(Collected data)
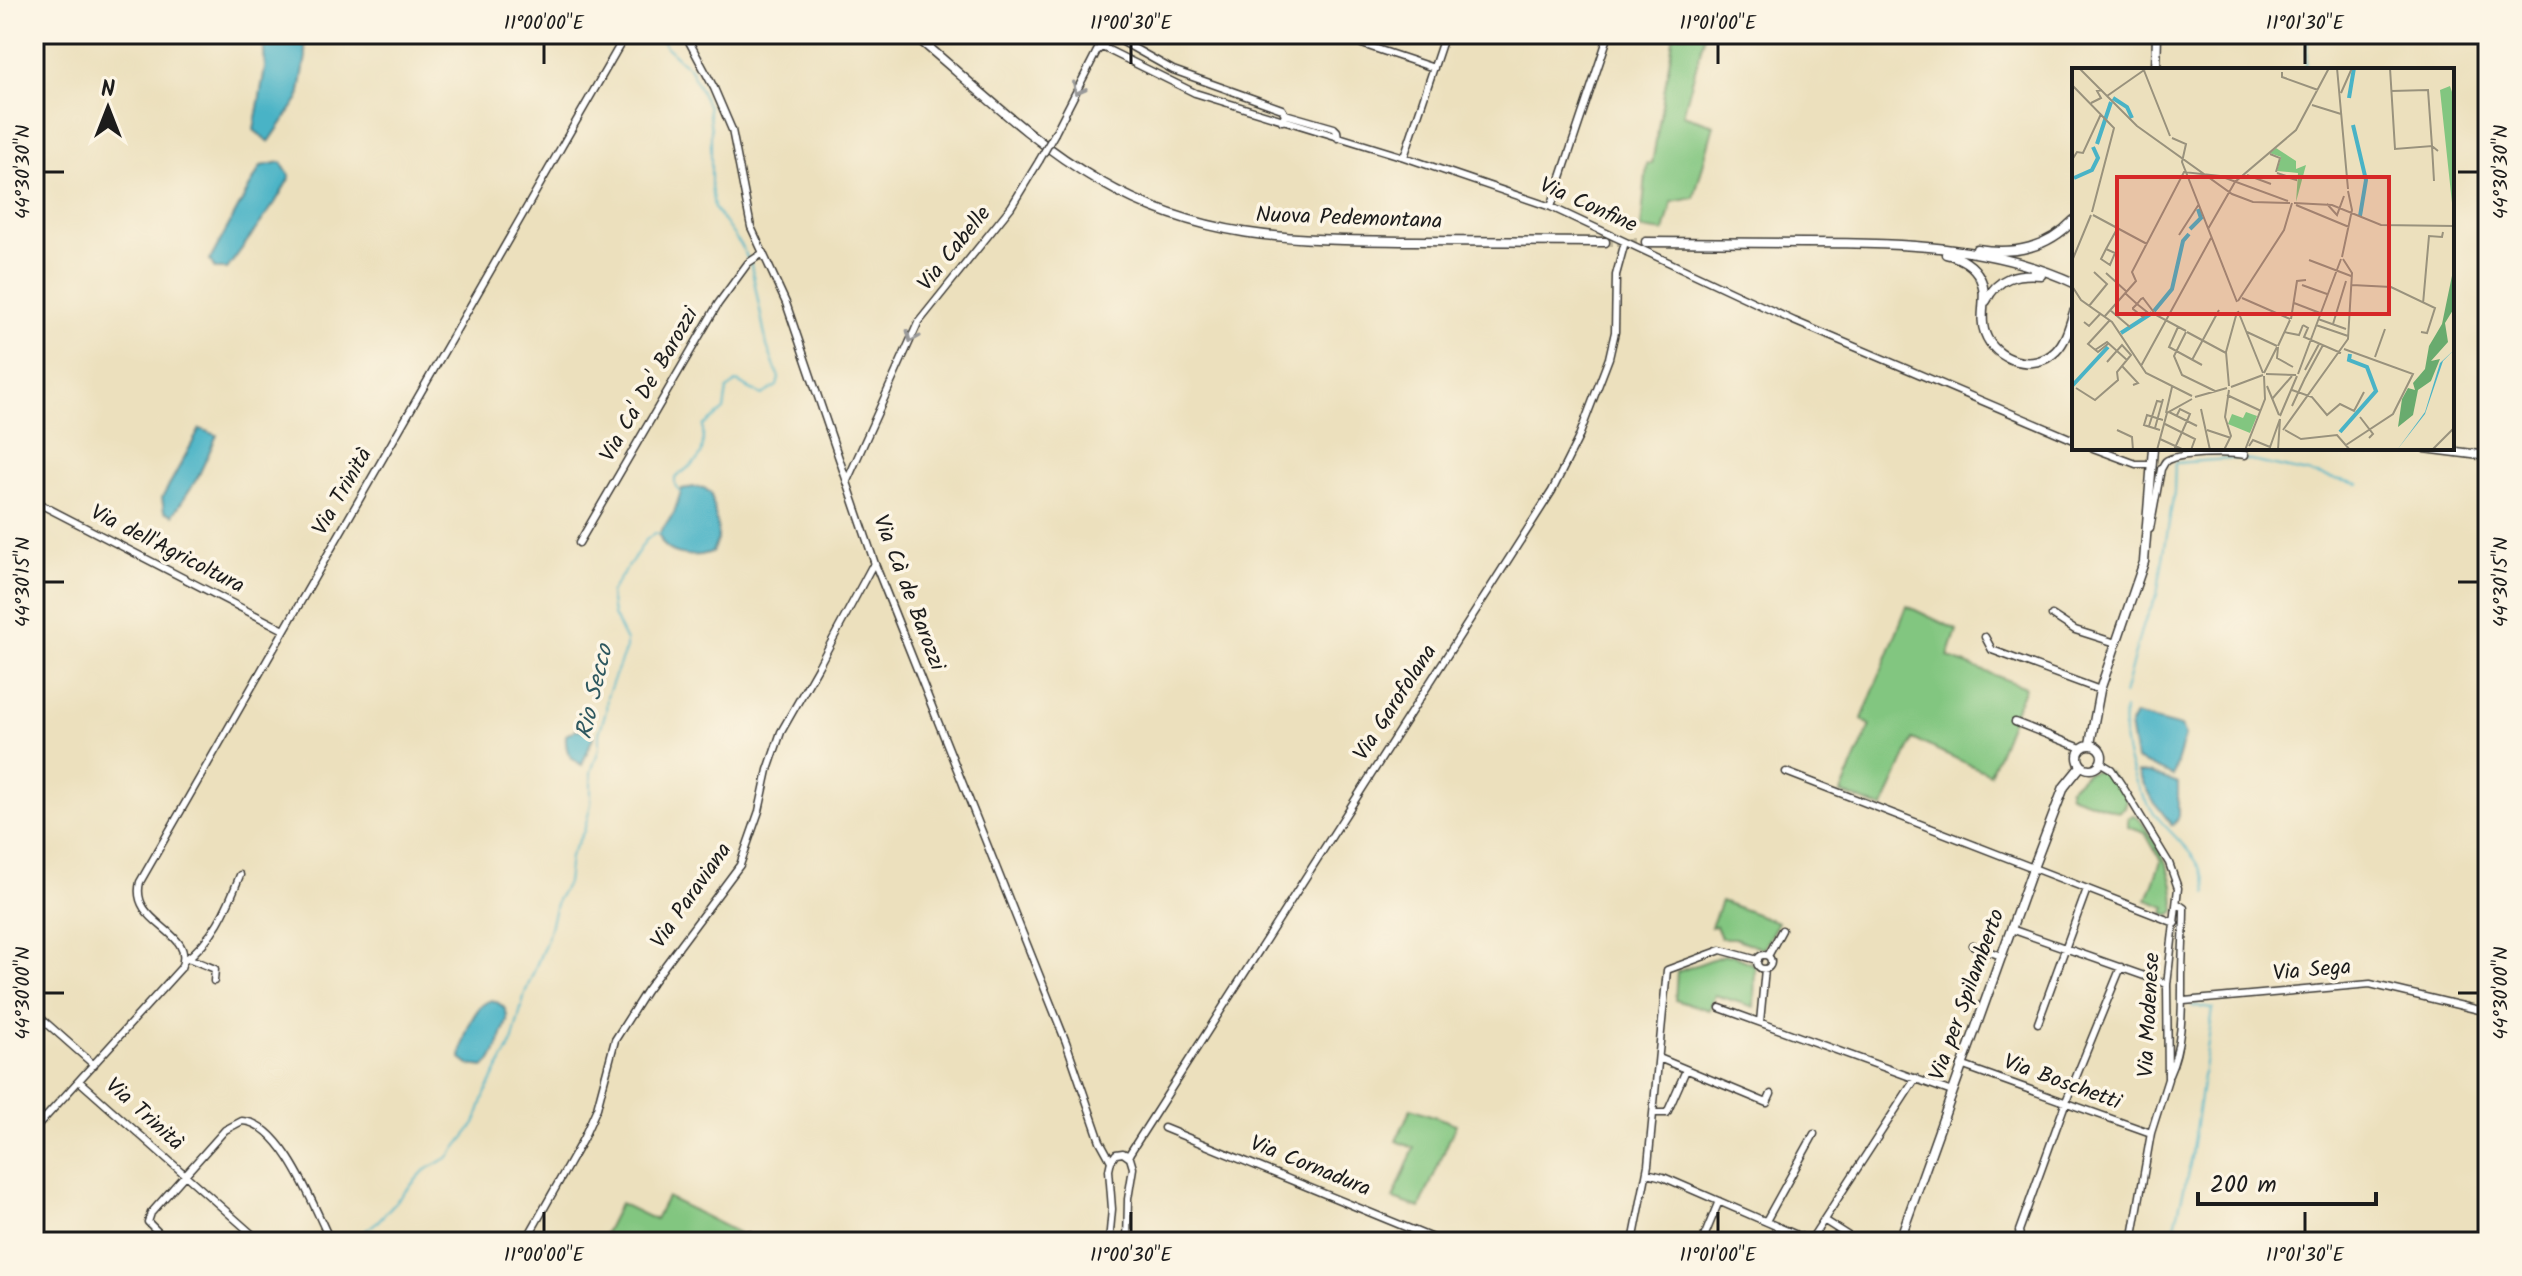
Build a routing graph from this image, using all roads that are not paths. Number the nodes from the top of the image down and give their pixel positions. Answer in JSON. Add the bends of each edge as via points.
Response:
{"nodes":[{"id":1,"x":624,"y":34,"type":"edge"},
{"id":2,"x":685,"y":34,"type":"edge"},
{"id":3,"x":913,"y":34,"type":"edge"},
{"id":4,"x":1076,"y":34,"type":"edge"},
{"id":5,"x":1117,"y":34,"type":"edge"},
{"id":6,"x":1332,"y":34,"type":"edge"},
{"id":7,"x":1445,"y":34,"type":"edge"},
{"id":8,"x":1609,"y":34,"type":"edge"},
{"id":9,"x":2157,"y":34,"type":"edge"},
{"id":10,"x":1123,"y":42,"type":"dead end"},
{"id":11,"x":1102,"y":46,"type":"junction"},
{"id":12,"x":1434,"y":68,"type":"junction"},
{"id":13,"x":2156,"y":68,"type":"edge"},
{"id":14,"x":1173,"y":70,"type":"junction"},
{"id":15,"x":1168,"y":81,"type":"junction"},
{"id":16,"x":1284,"y":117,"type":"junction"},
{"id":17,"x":1404,"y":157,"type":"junction"},
{"id":18,"x":1551,"y":207,"type":"junction"},
{"id":19,"x":2072,"y":222,"type":"edge"},
{"id":20,"x":1605,"y":242,"type":"tunnel mouth"},
{"id":21,"x":1625,"y":242,"type":"junction"},
{"id":22,"x":1646,"y":242,"type":"tunnel mouth"},
{"id":23,"x":1810,"y":243,"type":"junction"},
{"id":24,"x":1905,"y":245,"type":"junction"},
{"id":25,"x":763,"y":253,"type":"junction"},
{"id":26,"x":2071,"y":282,"type":"edge"},
{"id":27,"x":1984,"y":305,"type":"junction"},
{"id":28,"x":2072,"y":318,"type":"edge"},
{"id":29,"x":2072,"y":439,"type":"edge"},
{"id":30,"x":2098,"y":450,"type":"edge"},
{"id":31,"x":2153,"y":450,"type":"edge"},
{"id":32,"x":2441,"y":450,"type":"edge"},
{"id":33,"x":2242,"y":454,"type":"dead end"},
{"id":34,"x":2488,"y":456,"type":"edge"},
{"id":35,"x":2150,"y":464,"type":"junction"},
{"id":36,"x":847,"y":481,"type":"junction"},
{"id":37,"x":34,"y":501,"type":"edge"},
{"id":38,"x":579,"y":543,"type":"dead end"},
{"id":39,"x":2145,"y":544,"type":"junction"},
{"id":40,"x":875,"y":564,"type":"junction"},
{"id":41,"x":2052,"y":615,"type":"dead end"},
{"id":42,"x":284,"y":630,"type":"junction"},
{"id":43,"x":1985,"y":637,"type":"dead end"},
{"id":44,"x":2116,"y":643,"type":"junction"},
{"id":45,"x":2100,"y":690,"type":"junction"},
{"id":46,"x":2015,"y":722,"type":"dead end"},
{"id":47,"x":2086,"y":746,"type":"junction"},
{"id":48,"x":2101,"y":763,"type":"junction"},
{"id":49,"x":2081,"y":766,"type":"junction"},
{"id":50,"x":1786,"y":772,"type":"dead end"},
{"id":51,"x":2033,"y":868,"type":"junction"},
{"id":52,"x":240,"y":875,"type":"dead end"},
{"id":53,"x":2087,"y":889,"type":"junction"},
{"id":54,"x":2178,"y":904,"type":"junction"},
{"id":55,"x":2175,"y":923,"type":"junction"},
{"id":56,"x":2011,"y":929,"type":"junction"},
{"id":57,"x":1782,"y":930,"type":"dead end"},
{"id":58,"x":1972,"y":945,"type":"dead end"},
{"id":59,"x":2066,"y":948,"type":"junction"},
{"id":60,"x":1768,"y":956,"type":"junction"},
{"id":61,"x":2001,"y":956,"type":"junction"},
{"id":62,"x":186,"y":960,"type":"junction"},
{"id":63,"x":1758,"y":960,"type":"junction"},
{"id":64,"x":2121,"y":967,"type":"junction"},
{"id":65,"x":1765,"y":969,"type":"junction"},
{"id":66,"x":214,"y":981,"type":"dead end"},
{"id":67,"x":2167,"y":984,"type":"junction"},
{"id":68,"x":2184,"y":1001,"type":"junction"},
{"id":69,"x":1720,"y":1008,"type":"dead end"},
{"id":70,"x":34,"y":1012,"type":"edge"},
{"id":71,"x":2488,"y":1012,"type":"edge"},
{"id":72,"x":1760,"y":1022,"type":"junction"},
{"id":73,"x":2038,"y":1023,"type":"dead end"},
{"id":74,"x":1659,"y":1058,"type":"junction"},
{"id":75,"x":94,"y":1065,"type":"junction"},
{"id":76,"x":1961,"y":1065,"type":"junction"},
{"id":77,"x":1686,"y":1070,"type":"junction"},
{"id":78,"x":1916,"y":1078,"type":"junction"},
{"id":79,"x":2168,"y":1079,"type":"junction"},
{"id":80,"x":79,"y":1081,"type":"junction"},
{"id":81,"x":1952,"y":1092,"type":"junction"},
{"id":82,"x":1771,"y":1094,"type":"dead end"},
{"id":83,"x":2065,"y":1104,"type":"junction"},
{"id":84,"x":1654,"y":1113,"type":"junction"},
{"id":85,"x":1164,"y":1128,"type":"dead end"},
{"id":86,"x":34,"y":1130,"type":"edge"},
{"id":87,"x":2151,"y":1133,"type":"junction"},
{"id":88,"x":1814,"y":1134,"type":"dead end"},
{"id":89,"x":1128,"y":1156,"type":"junction"},
{"id":90,"x":1111,"y":1161,"type":"junction"},
{"id":91,"x":1647,"y":1173,"type":"junction"},
{"id":92,"x":184,"y":1176,"type":"junction"},
{"id":93,"x":1719,"y":1201,"type":"junction"},
{"id":94,"x":1766,"y":1221,"type":"junction"},
{"id":95,"x":1825,"y":1221,"type":"junction"},
{"id":96,"x":749,"y":1234,"type":"dead end"},
{"id":97,"x":946,"y":1234,"type":"dead end"},
{"id":98,"x":168,"y":1242,"type":"edge"},
{"id":99,"x":261,"y":1242,"type":"edge"},
{"id":100,"x":331,"y":1242,"type":"edge"},
{"id":101,"x":525,"y":1242,"type":"edge"},
{"id":102,"x":744,"y":1242,"type":"edge"},
{"id":103,"x":942,"y":1242,"type":"edge"},
{"id":104,"x":1109,"y":1242,"type":"edge"},
{"id":105,"x":1127,"y":1242,"type":"edge"},
{"id":106,"x":1442,"y":1242,"type":"edge"},
{"id":107,"x":1633,"y":1242,"type":"edge"},
{"id":108,"x":1702,"y":1242,"type":"edge"},
{"id":109,"x":1858,"y":1242,"type":"edge"},
{"id":110,"x":1899,"y":1242,"type":"edge"},
{"id":111,"x":2021,"y":1242,"type":"edge"},
{"id":112,"x":2132,"y":1242,"type":"edge"}],
"edges":[{"from":1,"to":42,"type":"street","name":"Via Trinità"},
{"from":2,"to":25,"type":"street","name":"Via Cà de Barozzi","via":[[732,130],[751,227]]},
{"from":3,"to":20,"type":"main road","name":"Nuova Pedemontana","via":[[1066,161],[1133,199],[1198,223],[1304,240]]},
{"from":4,"to":11,"type":"street","name":"Via Confine"},
{"from":5,"to":11,"type":"street"},
{"from":6,"to":12,"type":"street"},
{"from":7,"to":12,"type":"street"},
{"from":8,"to":18,"type":"street"},
{"from":9,"to":13,"type":"main road"},
{"from":10,"to":14,"type":"street"},
{"from":11,"to":15,"type":"street","name":"Via Confine"},
{"from":11,"to":36,"type":"street","name":"Via Cabelle","one_way":true,"bridge":true,"via":[[1011,207],[918,323]]},
{"from":12,"to":17,"type":"street"},
{"from":14,"to":15,"type":"street"},
{"from":14,"to":16,"type":"street","via":[[1282,109]]},
{"from":15,"to":16,"type":"street","name":"Via Confine","via":[[1231,106]]},
{"from":16,"to":17,"type":"street","name":"Via Confine"},
{"from":17,"to":18,"type":"street","name":"Via Confine"},
{"from":18,"to":21,"type":"street","name":"Via Confine"},
{"from":19,"to":24,"type":"main road","via":[[2050,240],[2022,250]]},
{"from":21,"to":29,"type":"street","name":"Via Confine","via":[[1794,321]]},
{"from":21,"to":89,"type":"street","name":"Via Garofolana","via":[[1616,275],[1609,358],[1552,491]]},
{"from":22,"to":23,"type":"main road"},
{"from":23,"to":24,"type":"main road"},
{"from":23,"to":27,"type":"main road","via":[[1954,255],[1978,274]]},
{"from":24,"to":26,"type":"main road","via":[[1970,252]]},
{"from":25,"to":36,"type":"street","name":"Via Cà de Barozzi","via":[[786,303]]},
{"from":25,"to":38,"type":"street","name":"Via Ca' De' Barozzi","via":[[718,304]]},
{"from":26,"to":27,"type":"main road","via":[[2012,276],[1991,291]]},
{"from":27,"to":28,"type":"main road","via":[[1988,340],[2017,362],[2033,363],[2057,350]]},
{"from":30,"to":35,"type":"street"},
{"from":31,"to":35,"type":"main road"},
{"from":32,"to":34,"type":"main road"},
{"from":33,"to":39,"type":"street","via":[[2165,461]]},
{"from":35,"to":39,"type":"main road"},
{"from":36,"to":40,"type":"street","name":"Via Cà de Barozzi"},
{"from":37,"to":42,"type":"street","name":"Via dell'Agricoltura"},
{"from":39,"to":44,"type":"main road","via":[[2144,562]]},
{"from":40,"to":90,"type":"street","name":"Via Cà de Barozzi"},
{"from":40,"to":101,"type":"street","name":"Via Paraviana","via":[[781,732],[740,865],[615,1040],[588,1129]]},
{"from":41,"to":44,"type":"street","via":[[2075,630]]},
{"from":42,"to":62,"type":"street","name":"Via Trinità","via":[[140,882],[142,909],[177,940]]},
{"from":43,"to":45,"type":"street","via":[[1992,650]]},
{"from":44,"to":45,"type":"main road"},
{"from":45,"to":47,"type":"main road"},
{"from":46,"to":47,"type":"street"},
{"from":47,"to":48,"type":"main road","via":[[2101,750]]},
{"from":47,"to":49,"type":"main road","via":[[2077,757]]},
{"from":48,"to":49,"type":"main road","via":[[2090,769]]},
{"from":48,"to":54,"type":"street","name":"Via Modenese","via":[[2111,769],[2169,863]]},
{"from":49,"to":51,"type":"main road","name":"Via per Spilamberto","via":[[2064,787]]},
{"from":50,"to":51,"type":"street"},
{"from":51,"to":53,"type":"street"},
{"from":51,"to":56,"type":"main road","name":"Via per Spilamberto"},
{"from":52,"to":62,"type":"street","name":"Via Trinità","via":[[227,911],[200,950]]},
{"from":53,"to":55,"type":"street"},
{"from":53,"to":59,"type":"street"},
{"from":54,"to":55,"type":"street","name":"Via Modenese"},
{"from":54,"to":68,"type":"street","via":[[2184,908]]},
{"from":55,"to":67,"type":"street","name":"Via Modenese"},
{"from":56,"to":59,"type":"street"},
{"from":56,"to":61,"type":"main road","name":"Via per Spilamberto"},
{"from":57,"to":60,"type":"street"},
{"from":58,"to":61,"type":"street"},
{"from":59,"to":64,"type":"street"},
{"from":59,"to":73,"type":"street"},
{"from":60,"to":63,"type":"street"},
{"from":60,"to":65,"type":"street","via":[[1771,964]]},
{"from":61,"to":76,"type":"main road","name":"Via per Spilamberto"},
{"from":62,"to":66,"type":"street","name":"Via Trinità","via":[[215,969]]},
{"from":62,"to":75,"type":"street","name":"Via Trinità"},
{"from":63,"to":65,"type":"street"},
{"from":63,"to":74,"type":"street","via":[[1721,950],[1667,970]]},
{"from":64,"to":67,"type":"street"},
{"from":64,"to":83,"type":"street"},
{"from":65,"to":72,"type":"street"},
{"from":67,"to":79,"type":"street","name":"Via Modenese"},
{"from":68,"to":71,"type":"street","name":"Via Sega","via":[[2370,984]]},
{"from":68,"to":79,"type":"street","via":[[2177,1059]]},
{"from":69,"to":72,"type":"street"},
{"from":70,"to":75,"type":"street","name":"Via Trinità"},
{"from":72,"to":78,"type":"street"},
{"from":74,"to":77,"type":"street"},
{"from":74,"to":84,"type":"street"},
{"from":75,"to":80,"type":"street","name":"Via Trinità"},
{"from":76,"to":81,"type":"main road","name":"Via per Spilamberto"},
{"from":76,"to":83,"type":"street","name":"Via Boschetti"},
{"from":77,"to":82,"type":"street","via":[[1767,1103]]},
{"from":77,"to":84,"type":"street","via":[[1667,1113]]},
{"from":78,"to":81,"type":"street"},
{"from":78,"to":95,"type":"street"},
{"from":79,"to":87,"type":"street","name":"Via Modenese"},
{"from":80,"to":86,"type":"street","name":"Via Trinità"},
{"from":80,"to":92,"type":"street","name":"Via Trinità"},
{"from":81,"to":110,"type":"main road","name":"Via per Spilamberto"},
{"from":83,"to":87,"type":"street","name":"Via Boschetti"},
{"from":83,"to":111,"type":"street","via":[[2019,1231]]},
{"from":84,"to":91,"type":"street"},
{"from":85,"to":106,"type":"street","name":"Via Cornadura"},
{"from":87,"to":112,"type":"street","name":"Via Modenese"},
{"from":88,"to":94,"type":"street"},
{"from":89,"to":90,"type":"street","via":[[1119,1153]]},
{"from":89,"to":105,"type":"street","via":[[1133,1168]]},
{"from":90,"to":104,"type":"street"},
{"from":91,"to":93,"type":"street"},
{"from":91,"to":107,"type":"street"},
{"from":92,"to":98,"type":"street","name":"Via Trinità","via":[[149,1217],[151,1227]]},
{"from":92,"to":99,"type":"street","name":"Via Trinità"},
{"from":92,"to":100,"type":"street","name":"Via Trinità","via":[[225,1130],[242,1121],[258,1124],[289,1158]]},
{"from":93,"to":94,"type":"street"},
{"from":93,"to":108,"type":"street"},
{"from":94,"to":95,"type":"street","via":[[1810,1239]]},
{"from":95,"to":109,"type":"street"},
{"from":96,"to":102,"type":"street"},
{"from":97,"to":103,"type":"street"}]}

◆ EXERCISE
Each line above where the word "Barozzi" occurs should be returned in full.

◆ ANSWER SECTION
{"from":2,"to":25,"type":"street","name":"Via Cà de Barozzi","via":[[732,130],[751,227]]},
{"from":25,"to":36,"type":"street","name":"Via Cà de Barozzi","via":[[786,303]]},
{"from":25,"to":38,"type":"street","name":"Via Ca' De' Barozzi","via":[[718,304]]},
{"from":36,"to":40,"type":"street","name":"Via Cà de Barozzi"},
{"from":40,"to":90,"type":"street","name":"Via Cà de Barozzi"},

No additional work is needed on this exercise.